Sembari mencomot apel di atas meja makan, Sachio mendekati adiknya yang sedang fokus bermain. Ia kemudian duduk di lengan sofa dekat piano milik ayahnya, membuat pemuda 14 tahun itu menoleh merasakan kehadirannya.

"Ada tugas, Yo?" tanya Sachio lalu mengigit apel.

Adiknya itu kembali memainkan piano dengan melodi yang cukup familiar. Davio memang suka bermain piano sejak usia 8 tahun, tapi jika pagi-pagi seperti sekarang sudah bermain, berarti ada tugas dari guru seni musiknya di sekolah.

"Latihan buat UAS, Kak. Besok suruh bawain satu lagu," katanya.

Sachio mengangguk mengerti. "Mau bawain apa? Prelude in G Minor?"

"Emangnya mau bunuh diri?"

Sachio tertawa kencang demi mendengar jawaban adiknya. Mereka berdua tahu karya milik Rachmaninoff itu luar biasa susah dibawakan kendati sekelas pianis ahli pun. Meskipun begitu, Sachio sangat tahu juga jika Davio jatuh cinta pada piano pertama kali setelah menyaksikan resital piano yang membawakan Prelude in G Minor di Berlin tujuh tahun yang lalu.
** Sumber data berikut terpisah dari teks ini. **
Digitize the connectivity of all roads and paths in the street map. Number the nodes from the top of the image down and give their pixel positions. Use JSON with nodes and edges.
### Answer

Saat itu mereka sedang liburan keluarga ke Jerman. Ayah tiba-tiba mengajak mereka ke sebuah acara resital piano di sana. Latar belakang Ayah yang suka bermain musik khususnya piano adalah sebab utama. Usia Sachio 10 tahun kala itu, sedangkan Davio 7.

Mereka beberapa kali datang ke pertunjukan musik semacam itu di Indonesia, tapi resital di Berlin kala itu benar-benar berbeda. Megah, mewah, dan spektakuler. Pulang ke Indonesia, Ayah menyetem piano yang sudah lama ia anggurkan sebab Davio ingin coba memainkannya.
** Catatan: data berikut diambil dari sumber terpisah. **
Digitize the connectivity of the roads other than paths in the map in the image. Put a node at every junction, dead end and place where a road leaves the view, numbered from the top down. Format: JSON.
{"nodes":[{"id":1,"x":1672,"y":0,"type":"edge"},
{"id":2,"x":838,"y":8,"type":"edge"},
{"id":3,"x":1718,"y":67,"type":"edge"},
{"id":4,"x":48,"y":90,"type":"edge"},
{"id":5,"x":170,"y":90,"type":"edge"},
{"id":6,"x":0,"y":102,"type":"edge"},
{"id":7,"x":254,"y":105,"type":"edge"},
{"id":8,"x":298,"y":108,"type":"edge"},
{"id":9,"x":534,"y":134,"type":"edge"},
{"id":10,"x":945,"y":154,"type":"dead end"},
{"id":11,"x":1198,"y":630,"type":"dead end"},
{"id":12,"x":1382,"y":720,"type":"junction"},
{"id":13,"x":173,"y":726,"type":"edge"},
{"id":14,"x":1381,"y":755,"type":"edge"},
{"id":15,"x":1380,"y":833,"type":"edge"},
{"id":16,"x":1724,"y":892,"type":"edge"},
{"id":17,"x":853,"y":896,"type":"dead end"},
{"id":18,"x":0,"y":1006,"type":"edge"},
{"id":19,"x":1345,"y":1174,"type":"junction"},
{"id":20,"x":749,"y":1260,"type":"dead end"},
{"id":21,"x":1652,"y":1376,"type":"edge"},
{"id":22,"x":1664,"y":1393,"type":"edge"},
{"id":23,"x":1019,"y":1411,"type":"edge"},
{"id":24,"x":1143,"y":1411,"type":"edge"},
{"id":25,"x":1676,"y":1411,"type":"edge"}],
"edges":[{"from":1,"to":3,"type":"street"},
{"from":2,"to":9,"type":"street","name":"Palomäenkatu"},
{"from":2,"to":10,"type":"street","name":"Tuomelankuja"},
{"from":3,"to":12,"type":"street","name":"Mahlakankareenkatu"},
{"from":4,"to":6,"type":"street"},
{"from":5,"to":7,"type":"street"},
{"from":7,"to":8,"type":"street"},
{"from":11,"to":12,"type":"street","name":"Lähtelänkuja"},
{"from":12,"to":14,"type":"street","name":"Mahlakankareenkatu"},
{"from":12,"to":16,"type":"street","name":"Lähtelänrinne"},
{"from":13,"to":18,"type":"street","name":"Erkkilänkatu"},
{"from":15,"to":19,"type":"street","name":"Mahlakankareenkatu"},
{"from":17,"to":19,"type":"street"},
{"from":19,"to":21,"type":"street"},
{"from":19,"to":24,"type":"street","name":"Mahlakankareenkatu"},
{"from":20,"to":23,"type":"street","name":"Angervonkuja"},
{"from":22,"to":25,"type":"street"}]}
Hasilnya tidak mengecewakan. Tiga tahun les piano dan tujuh tahun berlatih mandiri membuat adiknya kerap kali menjadi juara saat ikut lomba. Sekarang lesnya sudah berhenti karena sibuk sekolah. Bukan Ayah yang minta, tetapi Davio sendiri yang ingin fokus ke akademik.
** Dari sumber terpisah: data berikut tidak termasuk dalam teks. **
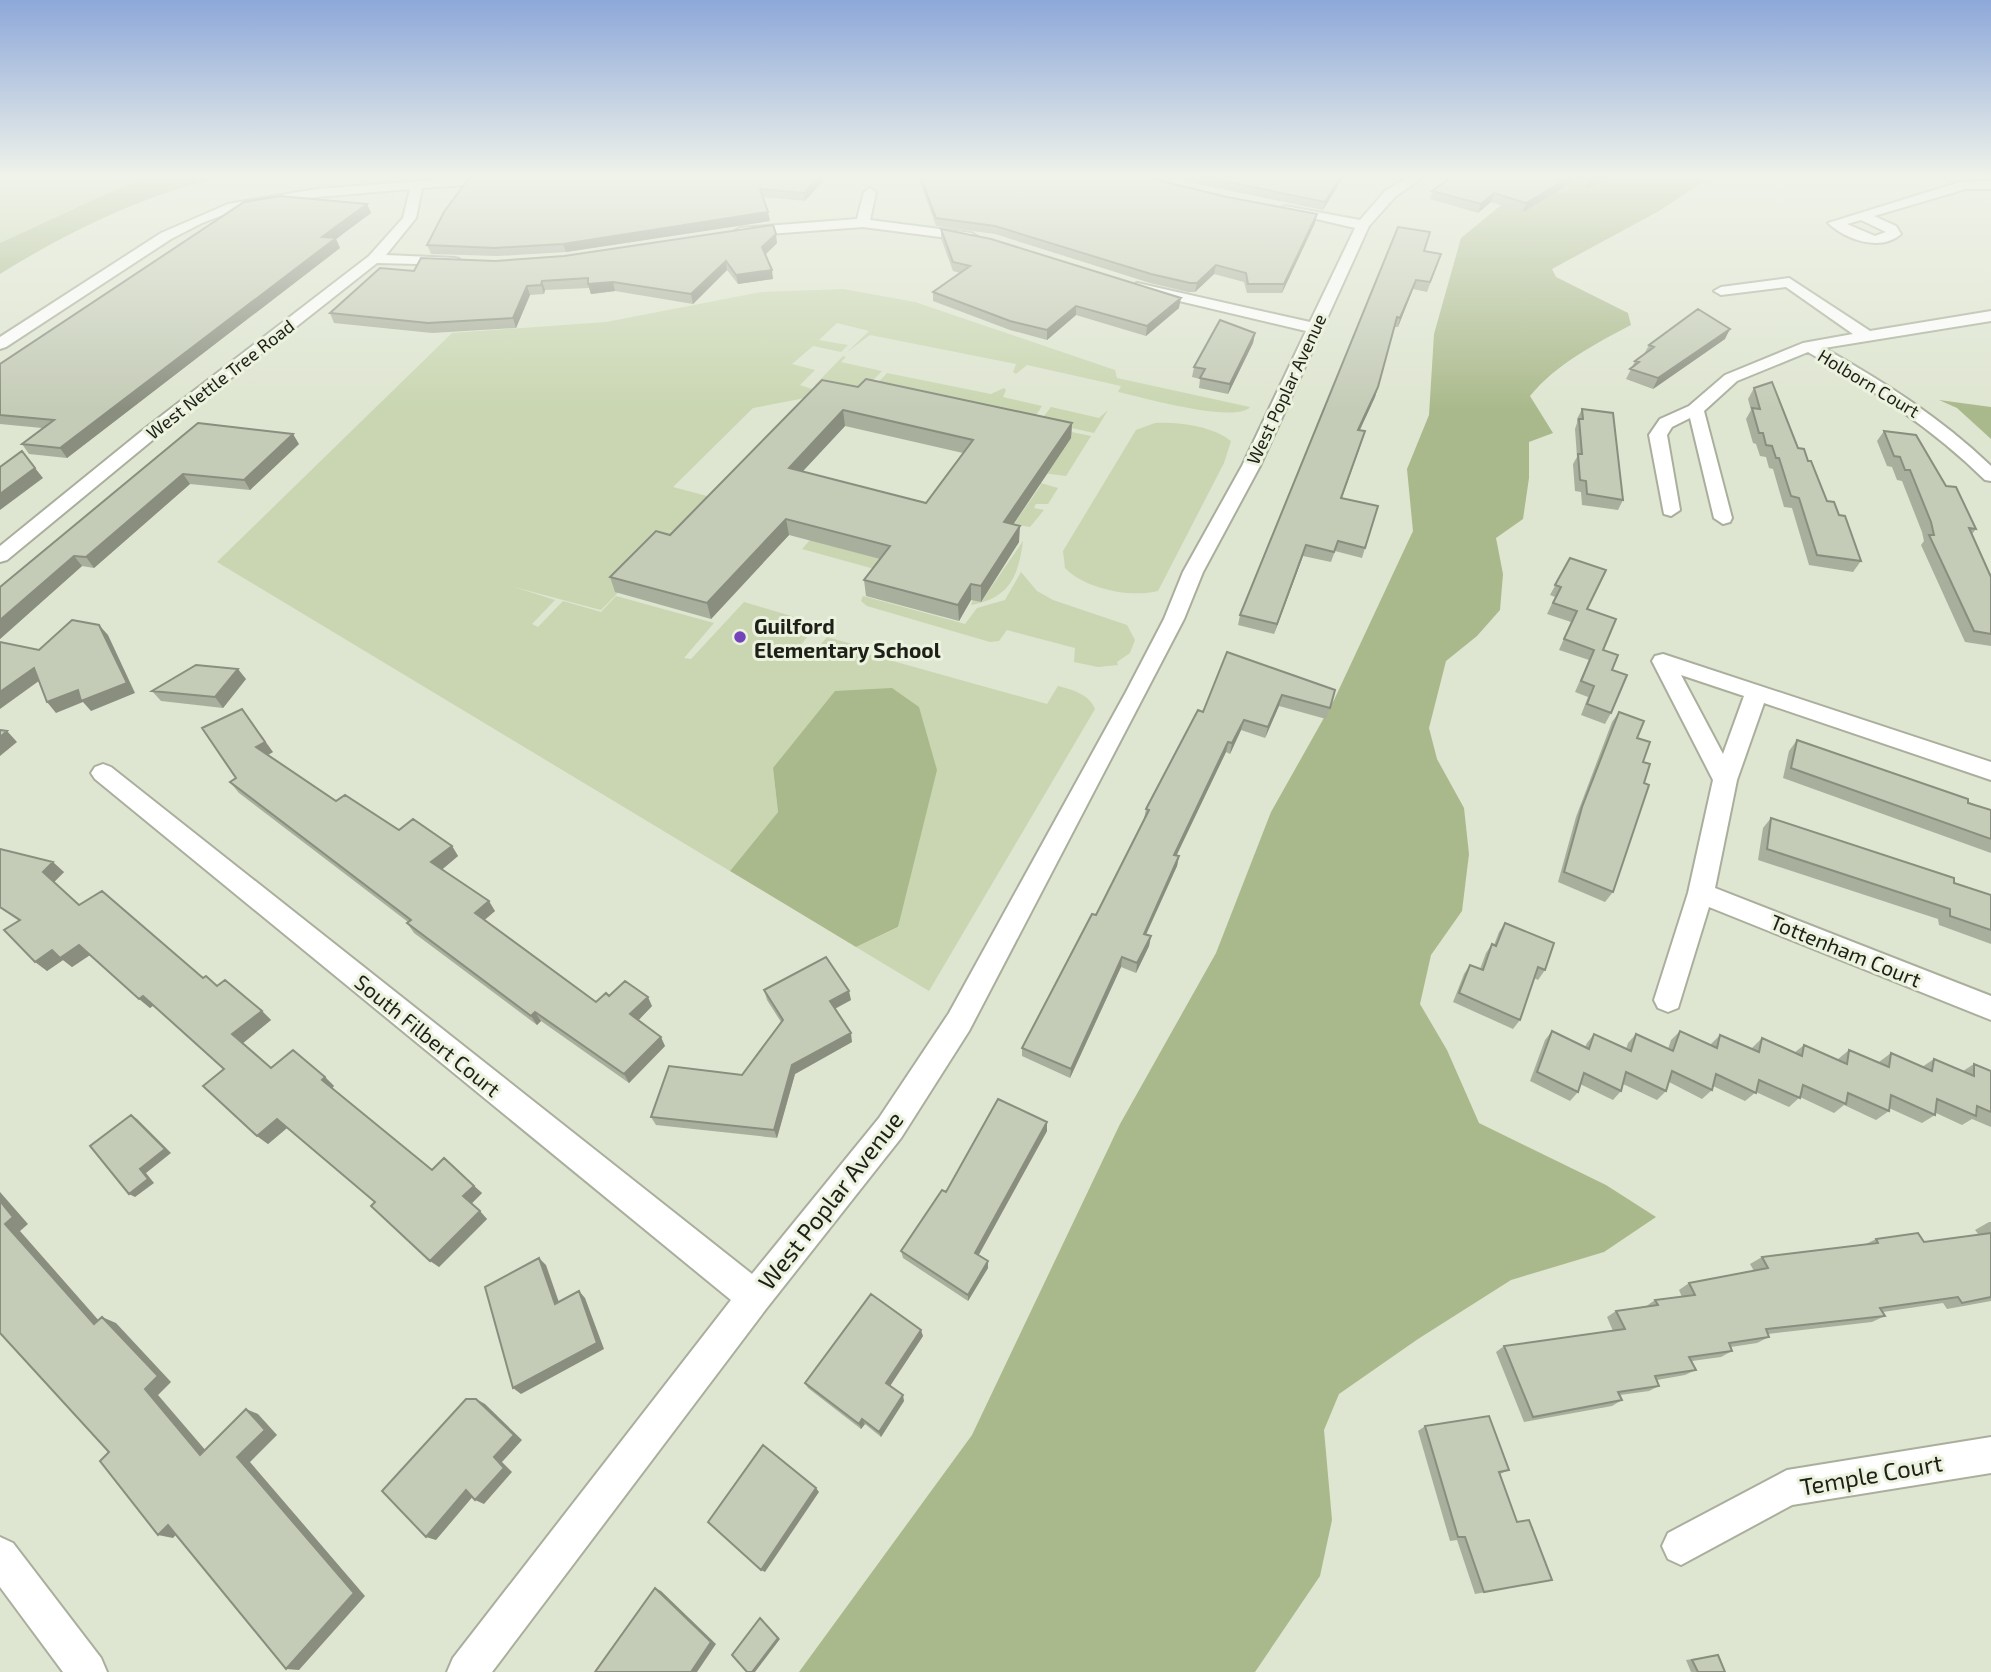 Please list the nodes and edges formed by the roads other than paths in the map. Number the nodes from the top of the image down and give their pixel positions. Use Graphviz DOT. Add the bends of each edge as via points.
graph roads {
  1 [pos="138,254"];
  2 [pos="379,254"];
  3 [pos="1349,254"];
  4 [pos="374,259"];
  5 [pos="464,262"];
  6 [pos="1122,282"];
  7 [pos="1721,291"];
  8 [pos="1991,316"];
  9 [pos="1314,328"];
  10 [pos="1865,335"];
  11 [pos="0,344"];
  12 [pos="1809,346"];
  13 [pos="1695,410"];
  14 [pos="1991,475"];
  15 [pos="1671,510"];
  16 [pos="1723,518"];
  17 [pos="0,556"];
  18 [pos="1757,692"];
  19 [pos="1991,771"];
  20 [pos="103,773"];
  21 [pos="1725,779"];
  22 [pos="1701,893"];
  23 [pos="1668,1000"];
  24 [pos="1991,1008"];
  25 [pos="754,1297"];
  26 [pos="1991,1455"];
  27 [pos="1681,1546"];
  28 [pos="0,1556"];
  29 [pos="87,1672"];
  30 [pos="467,1672"];
  1 -- 11 [label="street"];
  2 -- 4 [label="street, West Nettle Tree Road"];
  3 -- 9 [label="street, West Poplar Avenue"];
  4 -- 5 [label="street"];
  4 -- 17 [label="street, West Nettle Tree Road"];
  6 -- 9 [label="street"];
  7 -- 10 [label="street" via="1789,282"];
  8 -- 10 [label="street"];
  9 -- 25 [label="street, West Poplar Avenue" via="1251,466 1192,572 1137,692 959,1022 890,1128"];
  10 -- 12 [label="street"];
  12 -- 13 [label="street" via="1731,378"];
  12 -- 14 [label="street, Holborn Court" via="1912,406"];
  13 -- 15 [label="street" via="1666,423 1658,435"];
  13 -- 16 [label="street"];
  18 -- 19 [label="street"];
  18 -- 21 [label="street"];
  18 -- 21 [label="street" via="1664,661"];
  20 -- 25 [label="street, South Filbert Court"];
  21 -- 22 [label="street"];
  22 -- 23 [label="street"];
  22 -- 24 [label="street, Tottenham Court"];
  25 -- 30 [label="street, West Poplar Avenue"];
  26 -- 27 [label="street, Temple Court" via="1787,1488"];
  28 -- 29 [label="street"];
}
Sachio mengerti dahulu ayahnya hidup di bayang-bayang kejaran prestasi akademis. Bisa dilihat dari jalan yang diambil ayah dan saudaranya semuanya berorientasi pada pekerjaan dan penghasilan tetap, karir mapan dan pasti. Tidak ada satu pun yang mengambil jurusan seni meskipun Sachio tahu om dan tante-nya pasti memiliki bakat; seperti Ayah yang terampil bermain piano.

Maka dari itu, Ayah benar-bener memberi pilihan terbuka apa pun yang dipilih kedua anaknya sekarang.

Ayah bilang dahulu kakeknya yang mirip dengan Sachio itu juga memberi kehendak bebas untuk memilih apa pun. Akan tetapi, keluarga besar yang semuanya cemerlang di bidang akademis—entah itu keluarga buyut dari Opa maupun Oma—membuat mereka akhirnya menjadikan capaian akademis sebagai tujuan akhir pula.

Bagi mereka saat itu seni hanyalah pelengkap hidup. Mereka terdoktrin dengan lingkungan keluarga yang menunjukkan bahwa prestasi akedemik adalah kunci kesuseksan. Beruntung mereka berdelapan memang sepintar itu. Jika pergi ke rumah Oma, lemari kaca besar di ruang keluarga itu penuh dengan piala dan sertifikat ayah dan saudaranya.

"Kak Cioo, ini adek-adek kamu udah dateng." Ibun tiba-tiba berseru dari teras rumah. "Masuk aja kalian berdua. Ada Kak Cio sama Davio di dalem."

"Iya, Tante." Suara Saga dan Rio di depan sana terdengar.

Mereka berdua tampaknya semangat sekali pergi jalan-jalan. Padahal tadi malam sepakat untuk berkumpul jam sembilan, tetapi baru jam delapan dua bocah itu sudah ada di rumahnya.

"Saga kapan datengnya?"

"Kemarin pagi."

"Mamah, Ayah, sama Mba Senja sehat?"

"Sehat, alhamdulillah hehe," kata Saga. Tanpa melihat, Sachio tahu bocah itu sedang menjawab pertanyaan ibunya sembari cengengesan.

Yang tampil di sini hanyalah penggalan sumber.